=== Data ===
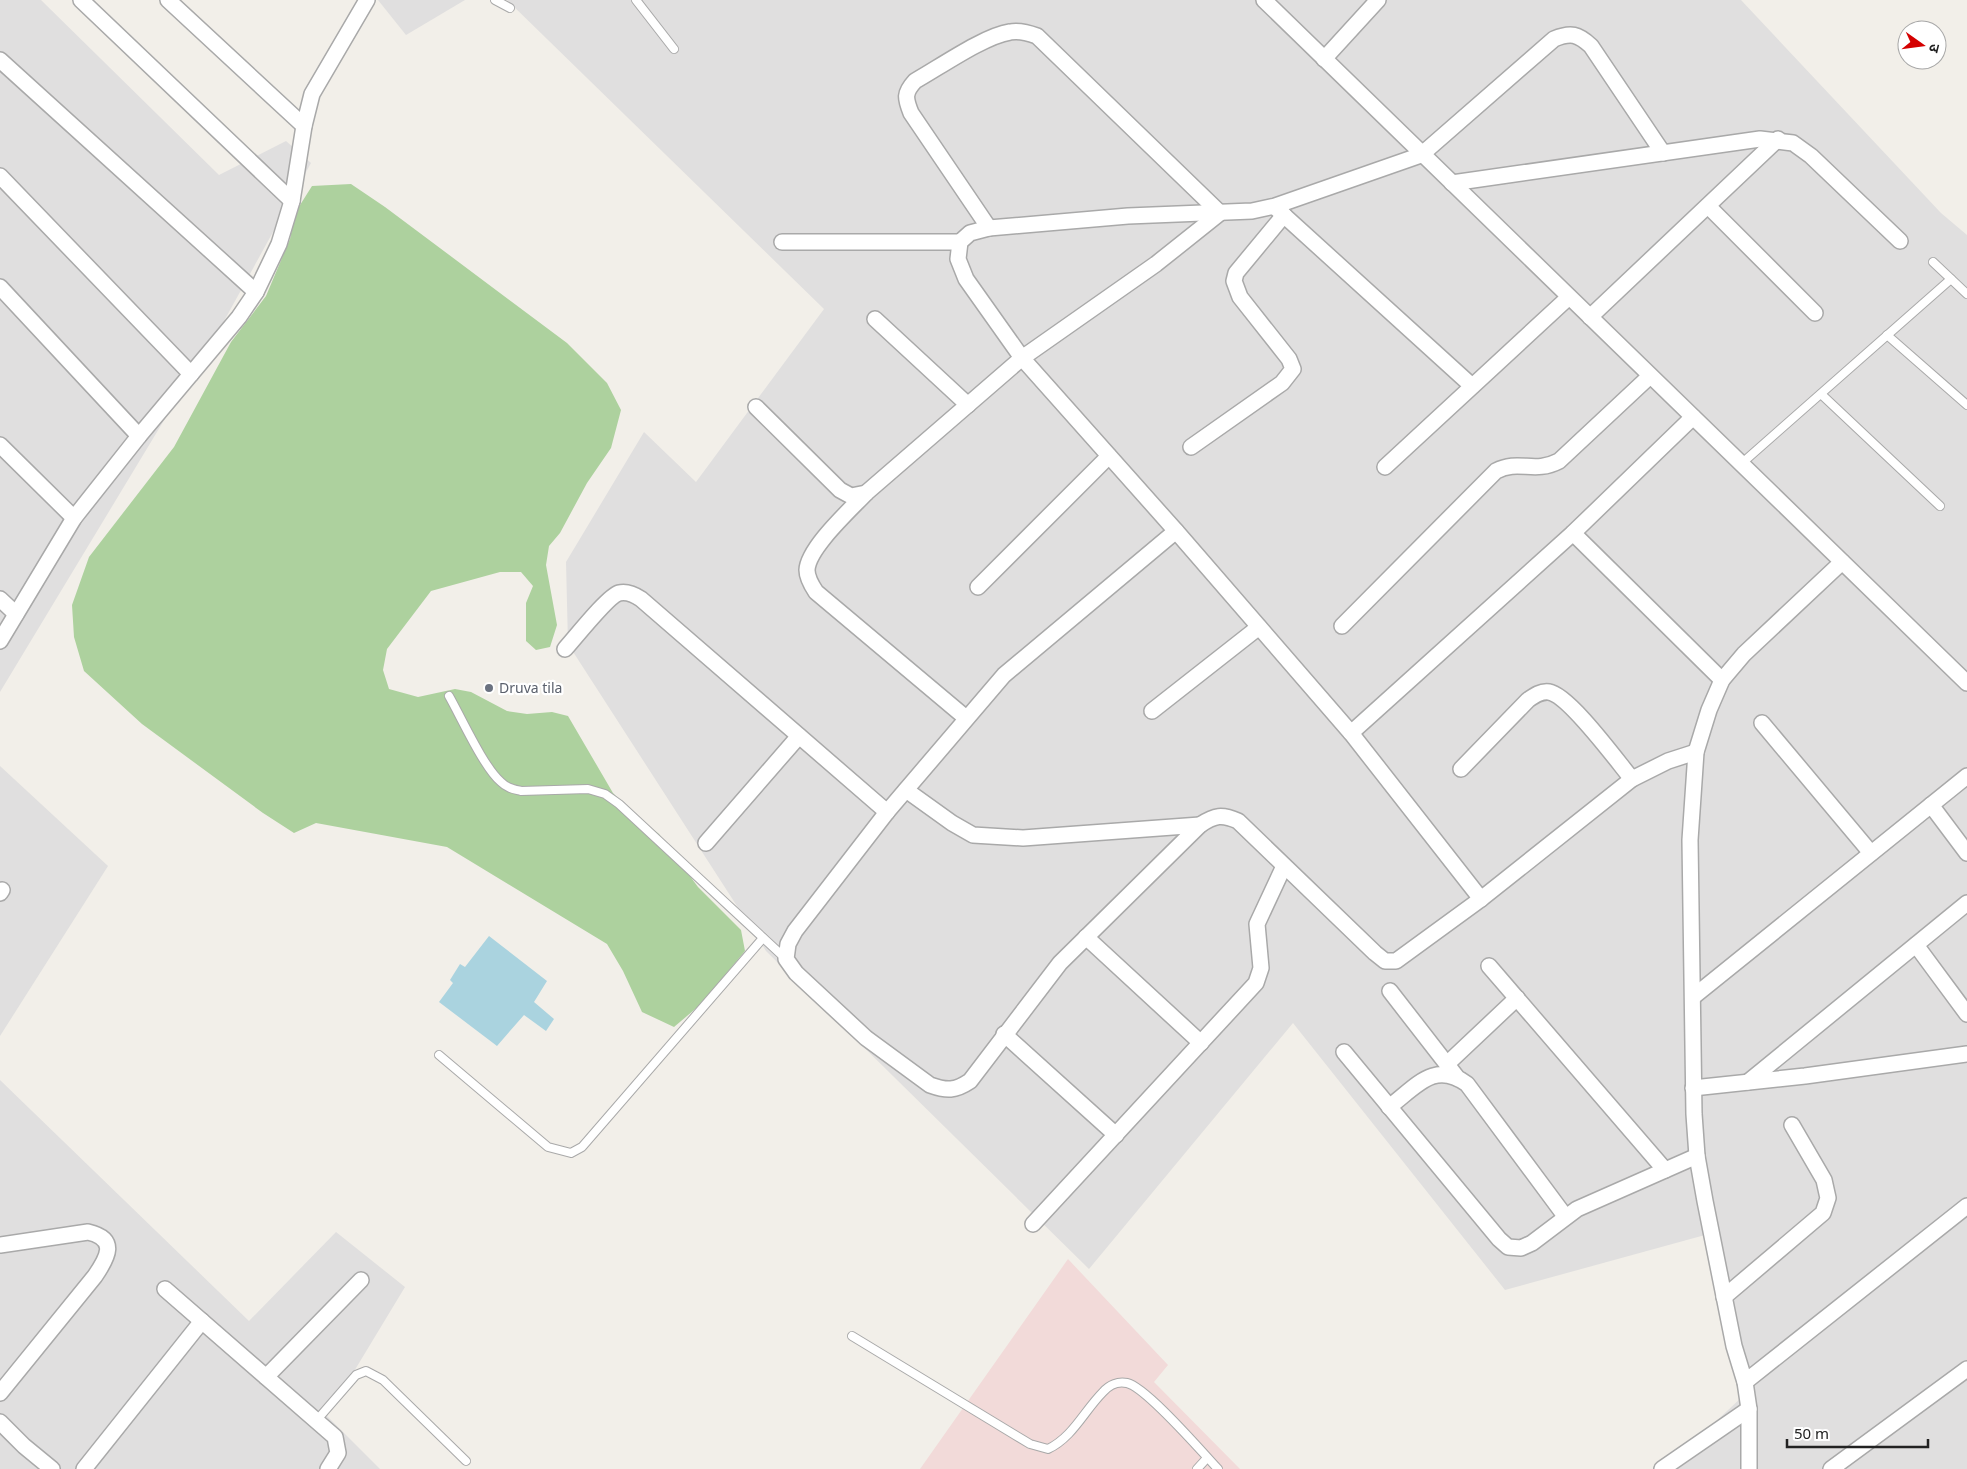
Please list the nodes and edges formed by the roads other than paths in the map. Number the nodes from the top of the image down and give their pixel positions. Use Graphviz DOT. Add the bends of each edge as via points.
graph roads {
  1 [pos="81,0"];
  2 [pos="168,0"];
  3 [pos="367,0"];
  4 [pos="495,0"];
  5 [pos="636,0"];
  6 [pos="1264,0"];
  7 [pos="1378,0"];
  8 [pos="510,8"];
  9 [pos="674,49"];
  10 [pos="0,60"];
  11 [pos="1324,60"];
  12 [pos="304,126"];
  13 [pos="1778,139"];
  14 [pos="1663,153"];
  15 [pos="1422,155"];
  16 [pos="0,176"];
  17 [pos="1452,183"];
  18 [pos="292,201"];
  19 [pos="1708,206"];
  20 [pos="1280,211"];
  21 [pos="1220,213"];
  22 [pos="989,228"];
  23 [pos="1900,241"];
  24 [pos="782,242"];
  25 [pos="960,242"];
  26 [pos="1933,262"];
  27 [pos="1951,278"];
  28 [pos="0,287"];
  29 [pos="256,292"];
  30 [pos="1967,294"];
  31 [pos="1569,297"];
  32 [pos="1814,313"];
  33 [pos="1590,317"];
  34 [pos="875,319"];
  35 [pos="1888,335"];
  36 [pos="1022,358"];
  37 [pos="191,374"];
  38 [pos="1650,376"];
  39 [pos="1472,386"];
  40 [pos="1821,394"];
  41 [pos="968,406"];
  42 [pos="1967,406"];
  43 [pos="756,407"];
  44 [pos="1693,418"];
  45 [pos="139,436"];
  46 [pos="0,445"];
  47 [pos="1192,447"];
  48 [pos="1109,456"];
  49 [pos="1741,464"];
  50 [pos="1384,467"];
  51 [pos="866,493"];
  52 [pos="1940,506"];
  53 [pos="74,518"];
  54 [pos="1176,531"];
  55 [pos="1573,534"];
  56 [pos="1842,562"];
  57 [pos="978,587"];
  58 [pos="0,599"];
  59 [pos="16,614"];
  60 [pos="1342,626"];
  61 [pos="1259,627"];
  62 [pos="0,641"];
  63 [pos="565,648"];
  64 [pos="1722,680"];
  65 [pos="1967,684"];
  66 [pos="449,696"];
  67 [pos="1152,711"];
  68 [pos="966,718"];
  69 [pos="1762,723"];
  70 [pos="1351,733"];
  71 [pos="799,736"];
  72 [pos="1696,752"];
  73 [pos="1461,769"];
  74 [pos="1967,776"];
  75 [pos="1632,779"];
  76 [pos="906,790"];
  77 [pos="1931,805"];
  78 [pos="887,812"];
  79 [pos="1200,825"];
  80 [pos="706,843"];
  81 [pos="1967,853"];
  82 [pos="1871,854"];
  83 [pos="1284,866"];
  84 [pos="1481,899"];
  85 [pos="1967,903"];
  86 [pos="1086,937"];
  87 [pos="763,938"];
  88 [pos="1916,945"];
  89 [pos="786,959"];
  90 [pos="1490,966"];
  91 [pos="1390,991"];
  92 [pos="1693,997"];
  93 [pos="1517,998"];
  94 [pos="1967,1014"];
  95 [pos="1004,1034"];
  96 [pos="1201,1043"];
  97 [pos="1344,1052"];
  98 [pos="1967,1054"];
  99 [pos="439,1055"];
  100 [pos="1452,1070"];
  101 [pos="1748,1082"];
  102 [pos="1693,1088"];
  103 [pos="1389,1107"];
  104 [pos="1792,1126"];
  105 [pos="1116,1135"];
  106 [pos="1697,1156"];
  107 [pos="1666,1170"];
  108 [pos="1967,1206"];
  109 [pos="1565,1216"];
  110 [pos="1033,1224"];
  111 [pos="0,1245"];
  112 [pos="361,1280"];
  113 [pos="165,1288"];
  114 [pos="1724,1297"];
  115 [pos="202,1321"];
  116 [pos="852,1336"];
  117 [pos="1967,1369"];
  118 [pos="266,1377"];
  119 [pos="1745,1382"];
  120 [pos="0,1393"];
  121 [pos="1749,1409"];
  122 [pos="316,1421"];
  123 [pos="0,1422"];
  124 [pos="1207,1458"];
  125 [pos="466,1461"];
  126 [pos="52,1469"];
  127 [pos="84,1469"];
  128 [pos="328,1469"];
  129 [pos="1197,1469"];
  130 [pos="1218,1469"];
  131 [pos="1662,1469"];
  132 [pos="1749,1469"];
  133 [pos="1831,1469"];
  1 -- 18 [label="street"];
  2 -- 12 [label="street"];
  3 -- 12 [label="street" via="312,94"];
  4 -- 8 [label="lane"];
  5 -- 9 [label="lane"];
  6 -- 11 [label="street"];
  7 -- 11 [label="street"];
  10 -- 29 [label="street"];
  11 -- 15 [label="street"];
  12 -- 18 [label="street"];
  13 -- 14 [label="street"];
  13 -- 19 [label="street"];
  13 -- 23 [label="street" via="1793,143 1811,156"];
  14 -- 15 [label="street" via="1591,46 1580,36 1568,33 1554,38"];
  14 -- 17 [label="street"];
  15 -- 17 [label="street"];
  15 -- 20 [label="street"];
  16 -- 37 [label="street"];
  17 -- 31 [label="street"];
  18 -- 29 [label="street" via="279,244"];
  19 -- 32 [label="street"];
  19 -- 33 [label="street"];
  20 -- 21 [label="street"];
  20 -- 39 [label="street"];
  20 -- 47 [label="street" via="1236,273 1234,282 1240,297 1289,359 1293,369 1282,383"];
  21 -- 22 [label="street" via="1144,214"];
  21 -- 22 [label="street" via="1037,36 1010,32 991,38 915,81 907,90 905,99 911,113"];
  21 -- 36 [label="street" via="1156,264"];
  22 -- 25 [label="street" via="970,233"];
  24 -- 25 [label="street"];
  25 -- 36 [label="street" via="958,259 966,279"];
  26 -- 27 [label="lane"];
  27 -- 30 [label="lane"];
  27 -- 35 [label="lane"];
  28 -- 45 [label="street"];
  29 -- 37 [label="street"];
  31 -- 33 [label="street"];
  31 -- 39 [label="street"];
  33 -- 38 [label="street"];
  34 -- 41 [label="street"];
  35 -- 40 [label="lane"];
  35 -- 42 [label="lane"];
  36 -- 41 [label="street"];
  36 -- 48 [label="street"];
  37 -- 45 [label="street"];
  38 -- 44 [label="street"];
  38 -- 60 [label="street" via="1559,461 1546,467 1505,466 1496,471"];
  39 -- 50 [label="street"];
  40 -- 49 [label="lane"];
  40 -- 52 [label="lane"];
  41 -- 51 [label="street"];
  43 -- 51 [label="street" via="840,490 851,496"];
  44 -- 49 [label="street"];
  44 -- 55 [label="street"];
  45 -- 53 [label="street"];
  46 -- 53 [label="street"];
  48 -- 54 [label="street"];
  48 -- 57 [label="street"];
  49 -- 56 [label="street"];
  51 -- 68 [label="street" via="814,552 807,572 810,583 816,592"];
  53 -- 59 [label="street"];
  54 -- 61 [label="street"];
  54 -- 68 [label="street" via="1004,675"];
  55 -- 64 [label="street"];
  55 -- 70 [label="street"];
  56 -- 64 [label="street" via="1744,654"];
  56 -- 65 [label="street"];
  58 -- 59 [label="street"];
  59 -- 62 [label="street"];
  61 -- 67 [label="street"];
  61 -- 70 [label="street"];
  63 -- 71 [label="street" via="608,600 618,593 630,593 642,599"];
  64 -- 72 [label="street"];
  66 -- 87 [label="lane" via="499,781 521,791 588,790 605,794"];
  68 -- 76 [label="street"];
  69 -- 82 [label="street"];
  70 -- 84 [label="street"];
  71 -- 78 [label="street"];
  71 -- 80 [label="street"];
  72 -- 75 [label="street" via="1668,761"];
  72 -- 92 [label="street" via="1690,840"];
  73 -- 75 [label="street" via="1528,700 1547,691 1567,701"];
  74 -- 77 [label="street"];
  75 -- 84 [label="street"];
  76 -- 78 [label="street"];
  76 -- 79 [label="street" via="973,835 1022,838"];
  77 -- 81 [label="street"];
  77 -- 82 [label="street"];
  78 -- 89 [label="street" via="795,931 788,944"];
  79 -- 83 [label="street" via="1213,816 1225,815 1238,822"];
  79 -- 86 [label="street"];
  82 -- 92 [label="street"];
  83 -- 84 [label="street" via="1385,961 1396,962 1407,956"];
  83 -- 96 [label="street" via="1257,924 1262,968 1256,983"];
  85 -- 88 [label="street"];
  86 -- 95 [label="street"];
  86 -- 96 [label="street"];
  87 -- 89 [label="lane"];
  87 -- 99 [label="lane" via="582,1147 571,1153 548,1147"];
  88 -- 94 [label="street"];
  88 -- 101 [label="street"];
  89 -- 95 [label="street" via="796,973 866,1038 936,1088 957,1090 970,1081"];
  90 -- 93 [label="street"];
  91 -- 100 [label="street"];
  92 -- 102 [label="street"];
  93 -- 100 [label="street"];
  93 -- 107 [label="street"];
  95 -- 105 [label="street"];
  96 -- 105 [label="street"];
  97 -- 103 [label="street"];
  98 -- 101 [label="street"];
  100 -- 103 [label="street" via="1433,1075"];
  100 -- 109 [label="street" via="1467,1084"];
  101 -- 102 [label="street"];
  102 -- 106 [label="street"];
  103 -- 109 [label="street" via="1508,1247 1521,1248 1532,1243"];
  104 -- 114 [label="street" via="1824,1180 1828,1198 1823,1213"];
  105 -- 110 [label="street"];
  106 -- 107 [label="street"];
  106 -- 114 [label="street"];
  107 -- 109 [label="street" via="1594,1200"];
  108 -- 119 [label="street"];
  111 -- 120 [label="street" via="88,1232 100,1234 108,1250 95,1276"];
  112 -- 118 [label="street"];
  113 -- 115 [label="street"];
  114 -- 119 [label="street"];
  115 -- 118 [label="street"];
  115 -- 127 [label="street"];
  116 -- 124 [label="lane" via="1030,1444 1048,1449 1062,1443 1104,1390 1115,1383 1128,1383 1144,1392"];
  117 -- 133 [label="street"];
  118 -- 122 [label="street"];
  119 -- 121 [label="street"];
  121 -- 131 [label="street"];
  121 -- 132 [label="street"];
  122 -- 125 [label="lane" via="356,1375 366,1371 383,1380"];
  122 -- 128 [label="street" via="338,1445 338,1453"];
  123 -- 126 [label="street"];
  124 -- 129 [label="lane"];
  124 -- 130 [label="lane"];
}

=== Assignment ===
Only a number is needed: how many lines of the material above contain "roads"?

=== Result of this task ===
2